[[ Supplied material, beginning ]]
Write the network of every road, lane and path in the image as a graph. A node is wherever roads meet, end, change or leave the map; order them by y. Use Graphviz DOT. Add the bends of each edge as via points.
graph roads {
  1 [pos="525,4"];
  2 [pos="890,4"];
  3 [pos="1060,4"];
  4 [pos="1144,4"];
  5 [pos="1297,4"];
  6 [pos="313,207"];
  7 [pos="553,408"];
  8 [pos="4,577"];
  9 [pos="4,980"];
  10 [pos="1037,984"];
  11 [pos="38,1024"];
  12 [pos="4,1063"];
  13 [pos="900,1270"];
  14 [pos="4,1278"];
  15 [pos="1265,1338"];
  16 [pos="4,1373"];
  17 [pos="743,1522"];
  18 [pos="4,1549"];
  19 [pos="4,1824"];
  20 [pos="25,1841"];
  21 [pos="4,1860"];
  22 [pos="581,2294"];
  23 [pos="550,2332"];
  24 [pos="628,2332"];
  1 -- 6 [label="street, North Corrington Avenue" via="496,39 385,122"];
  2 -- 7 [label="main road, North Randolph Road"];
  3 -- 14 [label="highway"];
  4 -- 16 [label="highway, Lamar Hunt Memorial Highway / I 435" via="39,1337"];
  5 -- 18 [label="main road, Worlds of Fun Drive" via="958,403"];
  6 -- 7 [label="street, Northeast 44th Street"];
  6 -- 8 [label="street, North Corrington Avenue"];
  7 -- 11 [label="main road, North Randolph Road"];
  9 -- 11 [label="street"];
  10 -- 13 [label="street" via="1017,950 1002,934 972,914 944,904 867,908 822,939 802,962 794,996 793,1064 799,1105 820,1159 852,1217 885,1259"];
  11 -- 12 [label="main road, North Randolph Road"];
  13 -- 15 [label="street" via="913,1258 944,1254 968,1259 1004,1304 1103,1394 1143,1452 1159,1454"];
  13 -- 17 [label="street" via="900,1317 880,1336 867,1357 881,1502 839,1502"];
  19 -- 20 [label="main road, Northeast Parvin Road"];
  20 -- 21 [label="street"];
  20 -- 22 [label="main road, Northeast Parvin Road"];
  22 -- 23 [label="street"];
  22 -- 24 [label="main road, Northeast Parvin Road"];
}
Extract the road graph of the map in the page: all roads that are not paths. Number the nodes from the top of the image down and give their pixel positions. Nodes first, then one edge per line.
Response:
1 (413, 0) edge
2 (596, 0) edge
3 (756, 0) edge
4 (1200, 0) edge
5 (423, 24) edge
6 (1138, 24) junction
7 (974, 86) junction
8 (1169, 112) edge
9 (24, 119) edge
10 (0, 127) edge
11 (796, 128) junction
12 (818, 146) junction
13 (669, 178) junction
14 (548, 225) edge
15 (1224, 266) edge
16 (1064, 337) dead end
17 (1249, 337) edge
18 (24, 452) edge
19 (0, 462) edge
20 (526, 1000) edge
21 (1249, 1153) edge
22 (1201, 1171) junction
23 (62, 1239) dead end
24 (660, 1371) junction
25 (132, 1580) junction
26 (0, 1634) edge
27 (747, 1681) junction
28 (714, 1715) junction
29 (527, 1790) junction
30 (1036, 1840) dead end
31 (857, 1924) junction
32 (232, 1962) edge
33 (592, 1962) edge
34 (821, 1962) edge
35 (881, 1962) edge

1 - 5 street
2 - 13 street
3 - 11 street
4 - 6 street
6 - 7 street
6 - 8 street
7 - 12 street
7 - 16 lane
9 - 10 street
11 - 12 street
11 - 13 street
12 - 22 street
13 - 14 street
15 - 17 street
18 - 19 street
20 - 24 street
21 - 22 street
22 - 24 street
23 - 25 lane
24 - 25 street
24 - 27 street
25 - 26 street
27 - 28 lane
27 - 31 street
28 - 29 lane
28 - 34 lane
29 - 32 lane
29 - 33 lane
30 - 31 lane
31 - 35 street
[[ Supplied material, end ]]
Task statement
From the entries above, copy every line where the word "Avenue" shows up.

Answer box
  1 -- 6 [label="street, North Corrington Avenue" via="496,39 385,122"];
  6 -- 8 [label="street, North Corrington Avenue"];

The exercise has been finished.